I wasn't too sure that I wanted to lose this anger, though. The anger made me more motivated to blog and write about eating disorder awareness. It made me more confident e.g. to speak about eating disorders at conferences. And I felt justified at feeling this anger. I couldn't see how 'processing' it through EMDR or any other post-trauma therapy model might remove it. In a way, I didn't want it to be removed.

But it was a kind of impotent anger. Anger at stuff that was now history. Anger at attitudes that may no longer exist as medical professionals become increasingly aware of and educated about eating disorders (especially in boys and young men) and newer, more evidence-based treatment models are introduced for dealing with eating disorders in adolescents (e.g. FBT - Family Based Therapy).

So, as regards my anger, there was a dilemma. On one hand I felt empowered by the anger and felt that it was very much part of who I've become following my son's eating disorder. On the other hand I felt trapped by it as my brain re-visited various key situations over and over again, like nightmarish revolving doors, solving nothing and re-living everything.

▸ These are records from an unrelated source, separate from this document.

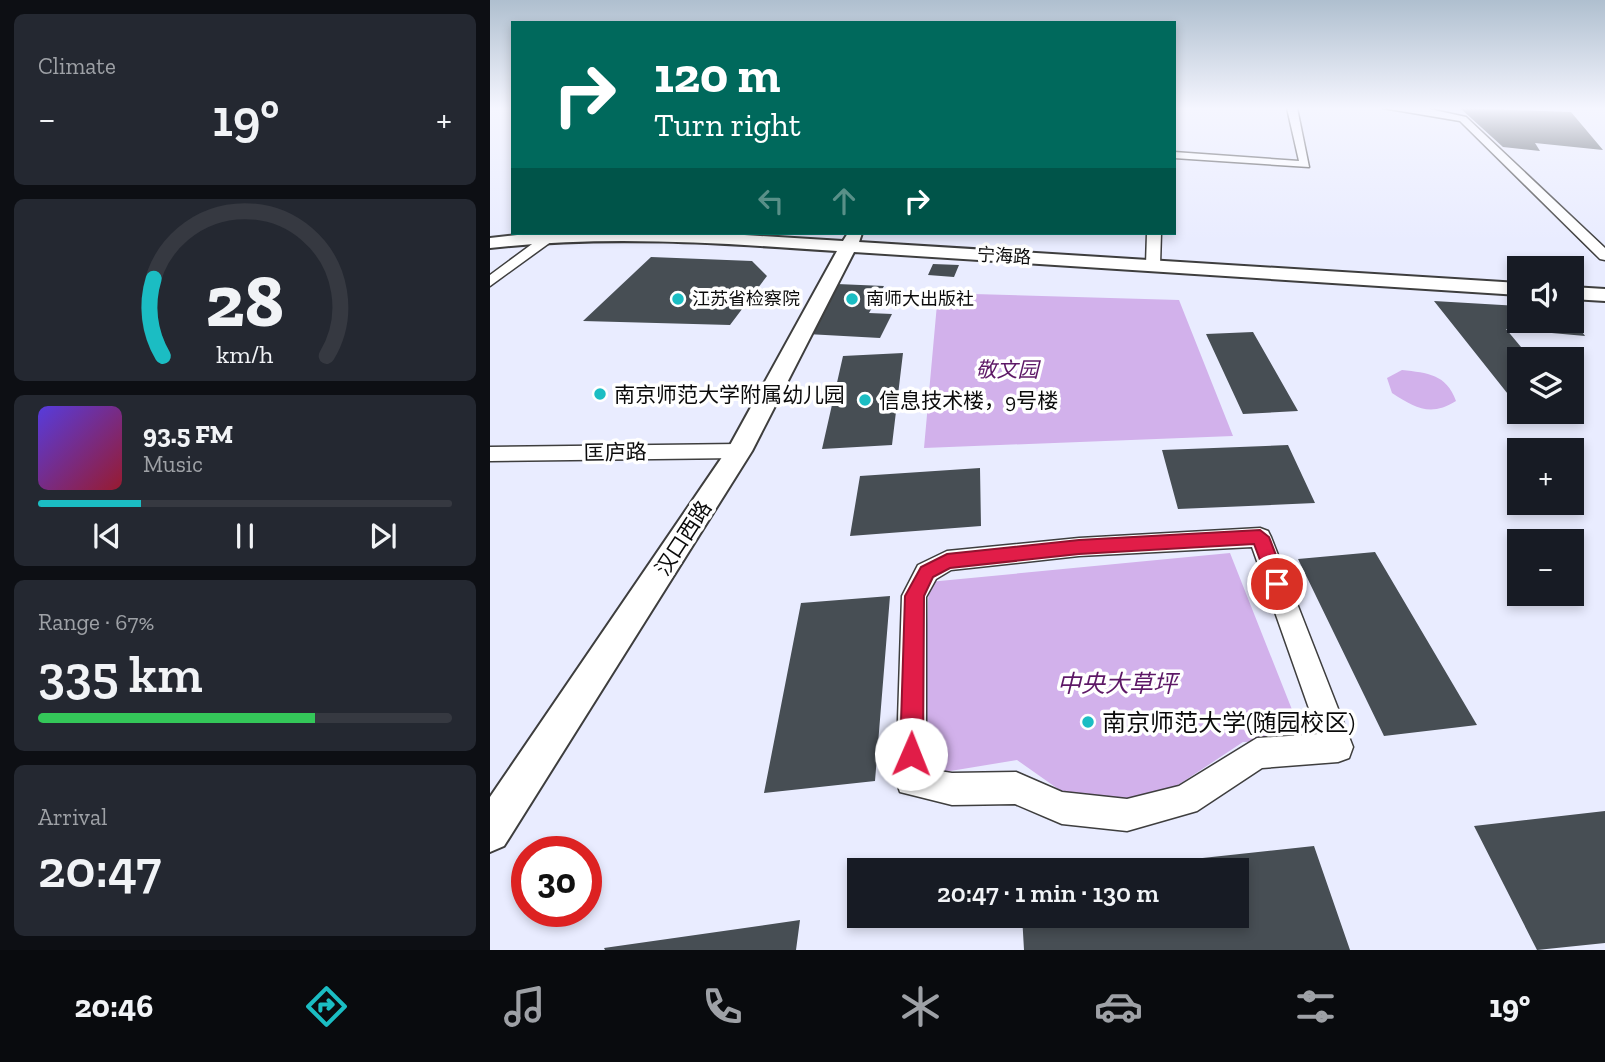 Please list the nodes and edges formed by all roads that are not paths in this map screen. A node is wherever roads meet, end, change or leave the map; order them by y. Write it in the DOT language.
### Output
graph roads {
  1 [pos="1302,152"];
  2 [pos="1498,152"];
  3 [pos="1176,155"];
  4 [pos="1154,235"];
  5 [pos="552,236"];
  6 [pos="852,240"];
  7 [pos="490,243"];
  8 [pos="1605,256"];
  9 [pos="1153,265"];
  10 [pos="490,282"];
  11 [pos="1507,288"];
  12 [pos="1584,294"];
  13 [pos="1605,295"];
  14 [pos="740,451"];
  15 [pos="490,454"];
  16 [pos="1260,537"];
  17 [pos="490,832"];
  1 -- 3 [label="street"];
  2 -- 8 [label="street"];
  4 -- 9 [label="street"];
  5 -- 6 [label="street, 宁海路"];
  5 -- 7 [label="street, 宁海路"];
  5 -- 10 [label="street"];
  6 -- 9 [label="street, 宁海路"];
  6 -- 14 [label="street, 汉口西路"];
  9 -- 11 [label="street, 宁海路"];
  12 -- 13 [label="street"];
  14 -- 15 [label="street, 匡庐路"];
  14 -- 17 [label="street, 汉口西路"];
  16 -- 16 [label="street"];
}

Steve asked me to bring to mind a memory that epitomised this anger - simply what kept coming into my mind when I felt angry. What did I see? ("I see the CAMHS nurse twiddling with a cardboard wheel to work out my son's BMI following the weekly weighing session," I said. Ben has been told his weight and how much he has gained or lost since the previous week. The nurse is calculating his BMI and it's smiles all round because his BMI has just slipped back "into the healthy range". I say smiles all round, but my son isn't smiling and neither am I. I know for a fact that he will 'punish' me all the way back to our house afterwards and go crazy once we're indoors [which brings other memories to mind]. Then he will spend the rest of the week trying to lose the "massive weight gain" of a few points of a kilogram.)

Steve asked me to hold that picture in my mind as he did the EMDR stuff (moving two fingers in front of my face at varying speeds - sounds weird and mumbo jumbo-ish, but that's how EMDR is carried out - read more about it here). At this stage he didn't want me to describe the event verbally, just to see where my mind took me.

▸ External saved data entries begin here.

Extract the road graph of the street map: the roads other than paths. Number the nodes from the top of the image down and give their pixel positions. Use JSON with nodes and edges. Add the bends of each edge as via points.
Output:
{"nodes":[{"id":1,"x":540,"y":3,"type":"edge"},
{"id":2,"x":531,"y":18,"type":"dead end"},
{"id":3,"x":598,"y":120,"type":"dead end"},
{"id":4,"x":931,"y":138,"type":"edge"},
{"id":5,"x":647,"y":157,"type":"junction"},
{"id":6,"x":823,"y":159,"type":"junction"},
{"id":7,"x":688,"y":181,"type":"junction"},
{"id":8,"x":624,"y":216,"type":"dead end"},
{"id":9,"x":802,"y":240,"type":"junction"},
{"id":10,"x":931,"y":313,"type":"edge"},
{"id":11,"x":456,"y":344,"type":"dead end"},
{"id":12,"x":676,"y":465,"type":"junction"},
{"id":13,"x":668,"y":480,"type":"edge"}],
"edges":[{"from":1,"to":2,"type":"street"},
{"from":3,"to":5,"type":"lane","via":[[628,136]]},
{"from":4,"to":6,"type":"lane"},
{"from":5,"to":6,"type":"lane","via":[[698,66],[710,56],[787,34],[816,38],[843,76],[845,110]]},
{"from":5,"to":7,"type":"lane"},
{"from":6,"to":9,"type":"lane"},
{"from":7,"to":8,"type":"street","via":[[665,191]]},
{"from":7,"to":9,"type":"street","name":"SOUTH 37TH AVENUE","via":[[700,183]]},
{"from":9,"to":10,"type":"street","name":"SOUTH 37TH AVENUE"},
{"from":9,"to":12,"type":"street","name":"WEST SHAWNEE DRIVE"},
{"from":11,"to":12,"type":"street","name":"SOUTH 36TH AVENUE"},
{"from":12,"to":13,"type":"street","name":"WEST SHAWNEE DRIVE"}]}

Other events kept pinging into my mind, primarily at CAMHS, but I kept going back to this confounded BMI wheel and the smiles on everyone's faces. ("Ben's done so well!" they were saying...)

Steve asked me to score how strong my emotion was in the hope that it would reduce from a '10' (out of 10) to zero. And if not zero, then what did I think was holding me back from a zero?

Although we successfully processed a lot of stuff that was still very much present and still raw in my head, I'm not certain that we processed all the anger. And that may be because I am purposefully hanging onto it. In a post-eating disorder world, this anger feels kind of part of me. It also makes sense to me that I will always be angry at all the obstacles that were thrown in our way - from the GP visits onwards. It wouldn't be realistic for the anger to disappear, I explained to Steve. And this is why I don't believe we would ever get it to a zero.

But hopefully what I feel now, following EMDR, is a more productive and healthy anger in that things have moved on since 2009/10. In our city (and also thankfully in some other areas of the UK), treatment for eating disorders has improved. Parents are seen as part of the solution, not part of the problem. Children are weighed blind and - I hope! - there is not so much emphasis on BMI as an indicator of the severity of an eating disorder. Put simply, the treatment model that would be used today is very different from the treatment my son received all those years ago.

So, although I still have my anger, it feels as if it's in proportion to everything rather than being out of control, very 'now' and raw. A healthy 'past-tense' anger rather than an obsessive, impotent anger. It's an anger that can be stored away in a box and put on a shelf rather than an anger that permeates every cell in my body and brain.

And the cardboard BMI calculating wheel has long been pulped and recycled as toilet paper.